Required work | Down to the last character, repeat the data that follows.
== Exercise materials ==
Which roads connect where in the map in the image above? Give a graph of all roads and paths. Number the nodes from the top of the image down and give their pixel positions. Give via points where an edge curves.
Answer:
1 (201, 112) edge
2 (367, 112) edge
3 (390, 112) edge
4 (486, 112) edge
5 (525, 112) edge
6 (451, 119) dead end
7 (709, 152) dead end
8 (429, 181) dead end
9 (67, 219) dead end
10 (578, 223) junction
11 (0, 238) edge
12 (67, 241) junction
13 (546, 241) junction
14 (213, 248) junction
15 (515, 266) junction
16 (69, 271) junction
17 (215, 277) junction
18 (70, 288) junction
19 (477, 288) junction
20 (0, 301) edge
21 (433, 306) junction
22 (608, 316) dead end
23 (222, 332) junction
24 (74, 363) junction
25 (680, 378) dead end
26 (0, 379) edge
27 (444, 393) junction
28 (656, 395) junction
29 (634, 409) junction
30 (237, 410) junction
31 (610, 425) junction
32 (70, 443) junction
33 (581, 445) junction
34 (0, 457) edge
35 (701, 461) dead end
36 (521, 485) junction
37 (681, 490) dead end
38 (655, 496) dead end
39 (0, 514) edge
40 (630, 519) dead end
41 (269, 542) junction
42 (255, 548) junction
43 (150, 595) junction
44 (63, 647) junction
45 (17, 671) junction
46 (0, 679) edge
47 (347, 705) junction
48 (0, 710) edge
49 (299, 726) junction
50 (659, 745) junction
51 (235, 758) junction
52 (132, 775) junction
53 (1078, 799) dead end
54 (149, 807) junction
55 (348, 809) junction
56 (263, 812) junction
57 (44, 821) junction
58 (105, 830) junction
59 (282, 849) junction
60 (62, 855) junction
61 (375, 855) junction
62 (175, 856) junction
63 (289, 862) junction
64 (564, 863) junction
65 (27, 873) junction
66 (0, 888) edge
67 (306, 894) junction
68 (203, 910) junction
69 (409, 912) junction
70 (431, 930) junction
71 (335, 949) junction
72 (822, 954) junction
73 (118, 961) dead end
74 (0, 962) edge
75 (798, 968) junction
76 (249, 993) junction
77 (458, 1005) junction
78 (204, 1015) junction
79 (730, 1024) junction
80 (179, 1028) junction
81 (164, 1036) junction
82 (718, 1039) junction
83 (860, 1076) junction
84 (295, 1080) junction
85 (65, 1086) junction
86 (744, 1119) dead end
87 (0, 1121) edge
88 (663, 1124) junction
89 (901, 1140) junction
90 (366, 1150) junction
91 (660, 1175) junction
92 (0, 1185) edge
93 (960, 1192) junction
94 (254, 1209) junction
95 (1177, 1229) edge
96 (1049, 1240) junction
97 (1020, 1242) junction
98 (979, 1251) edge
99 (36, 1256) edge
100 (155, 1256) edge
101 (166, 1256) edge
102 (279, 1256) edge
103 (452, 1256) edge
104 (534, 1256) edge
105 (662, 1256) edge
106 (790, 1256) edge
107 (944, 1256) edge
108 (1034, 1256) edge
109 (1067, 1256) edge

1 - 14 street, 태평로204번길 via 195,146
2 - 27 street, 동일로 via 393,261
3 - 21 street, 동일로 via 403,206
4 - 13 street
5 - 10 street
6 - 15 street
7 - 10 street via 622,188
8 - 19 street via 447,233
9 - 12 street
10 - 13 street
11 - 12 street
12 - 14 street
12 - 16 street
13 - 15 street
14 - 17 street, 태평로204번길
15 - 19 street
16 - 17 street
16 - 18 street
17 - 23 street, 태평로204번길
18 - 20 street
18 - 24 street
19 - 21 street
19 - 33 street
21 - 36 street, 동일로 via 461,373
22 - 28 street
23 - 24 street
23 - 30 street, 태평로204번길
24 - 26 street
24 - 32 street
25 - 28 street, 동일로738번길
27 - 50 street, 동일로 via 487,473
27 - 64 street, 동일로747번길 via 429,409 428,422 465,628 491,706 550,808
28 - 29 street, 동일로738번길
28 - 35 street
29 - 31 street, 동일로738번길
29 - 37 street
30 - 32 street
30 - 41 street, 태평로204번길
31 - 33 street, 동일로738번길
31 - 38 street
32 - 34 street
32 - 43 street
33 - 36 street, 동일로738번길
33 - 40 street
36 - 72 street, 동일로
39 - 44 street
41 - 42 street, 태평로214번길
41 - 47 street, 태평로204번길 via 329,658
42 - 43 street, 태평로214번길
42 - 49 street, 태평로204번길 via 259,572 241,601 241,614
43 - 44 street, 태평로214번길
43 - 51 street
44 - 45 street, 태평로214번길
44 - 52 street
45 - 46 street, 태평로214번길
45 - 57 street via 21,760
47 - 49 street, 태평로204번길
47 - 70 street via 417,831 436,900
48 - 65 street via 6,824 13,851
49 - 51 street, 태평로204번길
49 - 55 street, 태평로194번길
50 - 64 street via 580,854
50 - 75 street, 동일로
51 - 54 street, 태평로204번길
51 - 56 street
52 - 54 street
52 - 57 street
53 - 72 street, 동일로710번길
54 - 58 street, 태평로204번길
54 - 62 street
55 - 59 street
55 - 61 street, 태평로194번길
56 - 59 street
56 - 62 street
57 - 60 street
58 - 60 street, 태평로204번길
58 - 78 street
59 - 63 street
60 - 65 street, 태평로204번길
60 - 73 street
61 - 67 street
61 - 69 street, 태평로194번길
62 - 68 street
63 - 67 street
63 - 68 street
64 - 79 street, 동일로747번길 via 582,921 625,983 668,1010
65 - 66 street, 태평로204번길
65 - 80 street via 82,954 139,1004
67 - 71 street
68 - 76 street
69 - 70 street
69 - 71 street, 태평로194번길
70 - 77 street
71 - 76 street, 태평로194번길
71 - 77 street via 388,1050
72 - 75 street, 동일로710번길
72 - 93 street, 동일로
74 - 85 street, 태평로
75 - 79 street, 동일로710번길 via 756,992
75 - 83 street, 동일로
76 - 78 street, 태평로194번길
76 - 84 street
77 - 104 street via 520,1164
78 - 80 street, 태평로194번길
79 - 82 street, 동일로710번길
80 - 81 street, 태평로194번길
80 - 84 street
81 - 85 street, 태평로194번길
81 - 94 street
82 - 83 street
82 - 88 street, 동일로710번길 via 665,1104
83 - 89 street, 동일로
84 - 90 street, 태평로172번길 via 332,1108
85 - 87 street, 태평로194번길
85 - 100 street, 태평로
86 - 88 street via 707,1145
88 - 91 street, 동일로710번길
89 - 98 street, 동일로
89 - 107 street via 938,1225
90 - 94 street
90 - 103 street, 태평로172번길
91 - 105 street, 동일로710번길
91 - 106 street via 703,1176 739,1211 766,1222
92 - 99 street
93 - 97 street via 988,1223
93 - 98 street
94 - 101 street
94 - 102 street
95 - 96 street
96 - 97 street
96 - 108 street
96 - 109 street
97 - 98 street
===
Output below |
Which roads connect where in the map in the image above? Give a graph of all roads and paths. Number the nodes from the top of the image down and give their pixel positions. Give via points where an edge curves.
Answer:
1 (201, 112) edge
2 (367, 112) edge
3 (390, 112) edge
4 (486, 112) edge
5 (525, 112) edge
6 (451, 119) dead end
7 (709, 152) dead end
8 (429, 181) dead end
9 (67, 219) dead end
10 (578, 223) junction
11 (0, 238) edge
12 (67, 241) junction
13 (546, 241) junction
14 (213, 248) junction
15 (515, 266) junction
16 (69, 271) junction
17 (215, 277) junction
18 (70, 288) junction
19 (477, 288) junction
20 (0, 301) edge
21 (433, 306) junction
22 (608, 316) dead end
23 (222, 332) junction
24 (74, 363) junction
25 (680, 378) dead end
26 (0, 379) edge
27 (444, 393) junction
28 (656, 395) junction
29 (634, 409) junction
30 (237, 410) junction
31 (610, 425) junction
32 (70, 443) junction
33 (581, 445) junction
34 (0, 457) edge
35 (701, 461) dead end
36 (521, 485) junction
37 (681, 490) dead end
38 (655, 496) dead end
39 (0, 514) edge
40 (630, 519) dead end
41 (269, 542) junction
42 (255, 548) junction
43 (150, 595) junction
44 (63, 647) junction
45 (17, 671) junction
46 (0, 679) edge
47 (347, 705) junction
48 (0, 710) edge
49 (299, 726) junction
50 (659, 745) junction
51 (235, 758) junction
52 (132, 775) junction
53 (1078, 799) dead end
54 (149, 807) junction
55 (348, 809) junction
56 (263, 812) junction
57 (44, 821) junction
58 (105, 830) junction
59 (282, 849) junction
60 (62, 855) junction
61 (375, 855) junction
62 (175, 856) junction
63 (289, 862) junction
64 (564, 863) junction
65 (27, 873) junction
66 (0, 888) edge
67 (306, 894) junction
68 (203, 910) junction
69 (409, 912) junction
70 (431, 930) junction
71 (335, 949) junction
72 (822, 954) junction
73 (118, 961) dead end
74 (0, 962) edge
75 (798, 968) junction
76 (249, 993) junction
77 (458, 1005) junction
78 (204, 1015) junction
79 (730, 1024) junction
80 (179, 1028) junction
81 (164, 1036) junction
82 (718, 1039) junction
83 (860, 1076) junction
84 (295, 1080) junction
85 (65, 1086) junction
86 (744, 1119) dead end
87 (0, 1121) edge
88 (663, 1124) junction
89 (901, 1140) junction
90 (366, 1150) junction
91 (660, 1175) junction
92 (0, 1185) edge
93 (960, 1192) junction
94 (254, 1209) junction
95 (1177, 1229) edge
96 (1049, 1240) junction
97 (1020, 1242) junction
98 (979, 1251) edge
99 (36, 1256) edge
100 (155, 1256) edge
101 (166, 1256) edge
102 (279, 1256) edge
103 (452, 1256) edge
104 (534, 1256) edge
105 (662, 1256) edge
106 (790, 1256) edge
107 (944, 1256) edge
108 (1034, 1256) edge
109 (1067, 1256) edge

1 - 14 street, 태평로204번길 via 195,146
2 - 27 street, 동일로 via 393,261
3 - 21 street, 동일로 via 403,206
4 - 13 street
5 - 10 street
6 - 15 street
7 - 10 street via 622,188
8 - 19 street via 447,233
9 - 12 street
10 - 13 street
11 - 12 street
12 - 14 street
12 - 16 street
13 - 15 street
14 - 17 street, 태평로204번길
15 - 19 street
16 - 17 street
16 - 18 street
17 - 23 street, 태평로204번길
18 - 20 street
18 - 24 street
19 - 21 street
19 - 33 street
21 - 36 street, 동일로 via 461,373
22 - 28 street
23 - 24 street
23 - 30 street, 태평로204번길
24 - 26 street
24 - 32 street
25 - 28 street, 동일로738번길
27 - 50 street, 동일로 via 487,473
27 - 64 street, 동일로747번길 via 429,409 428,422 465,628 491,706 550,808
28 - 29 street, 동일로738번길
28 - 35 street
29 - 31 street, 동일로738번길
29 - 37 street
30 - 32 street
30 - 41 street, 태평로204번길
31 - 33 street, 동일로738번길
31 - 38 street
32 - 34 street
32 - 43 street
33 - 36 street, 동일로738번길
33 - 40 street
36 - 72 street, 동일로
39 - 44 street
41 - 42 street, 태평로214번길
41 - 47 street, 태평로204번길 via 329,658
42 - 43 street, 태평로214번길
42 - 49 street, 태평로204번길 via 259,572 241,601 241,614
43 - 44 street, 태평로214번길
43 - 51 street
44 - 45 street, 태평로214번길
44 - 52 street
45 - 46 street, 태평로214번길
45 - 57 street via 21,760
47 - 49 street, 태평로204번길
47 - 70 street via 417,831 436,900
48 - 65 street via 6,824 13,851
49 - 51 street, 태평로204번길
49 - 55 street, 태평로194번길
50 - 64 street via 580,854
50 - 75 street, 동일로
51 - 54 street, 태평로204번길
51 - 56 street
52 - 54 street
52 - 57 street
53 - 72 street, 동일로710번길
54 - 58 street, 태평로204번길
54 - 62 street
55 - 59 street
55 - 61 street, 태평로194번길
56 - 59 street
56 - 62 street
57 - 60 street
58 - 60 street, 태평로204번길
58 - 78 street
59 - 63 street
60 - 65 street, 태평로204번길
60 - 73 street
61 - 67 street
61 - 69 street, 태평로194번길
62 - 68 street
63 - 67 street
63 - 68 street
64 - 79 street, 동일로747번길 via 582,921 625,983 668,1010
65 - 66 street, 태평로204번길
65 - 80 street via 82,954 139,1004
67 - 71 street
68 - 76 street
69 - 70 street
69 - 71 street, 태평로194번길
70 - 77 street
71 - 76 street, 태평로194번길
71 - 77 street via 388,1050
72 - 75 street, 동일로710번길
72 - 93 street, 동일로
74 - 85 street, 태평로
75 - 79 street, 동일로710번길 via 756,992
75 - 83 street, 동일로
76 - 78 street, 태평로194번길
76 - 84 street
77 - 104 street via 520,1164
78 - 80 street, 태평로194번길
79 - 82 street, 동일로710번길
80 - 81 street, 태평로194번길
80 - 84 street
81 - 85 street, 태평로194번길
81 - 94 street
82 - 83 street
82 - 88 street, 동일로710번길 via 665,1104
83 - 89 street, 동일로
84 - 90 street, 태평로172번길 via 332,1108
85 - 87 street, 태평로194번길
85 - 100 street, 태평로
86 - 88 street via 707,1145
88 - 91 street, 동일로710번길
89 - 98 street, 동일로
89 - 107 street via 938,1225
90 - 94 street
90 - 103 street, 태평로172번길
91 - 105 street, 동일로710번길
91 - 106 street via 703,1176 739,1211 766,1222
92 - 99 street
93 - 97 street via 988,1223
93 - 98 street
94 - 101 street
94 - 102 street
95 - 96 street
96 - 97 street
96 - 108 street
96 - 109 street
97 - 98 street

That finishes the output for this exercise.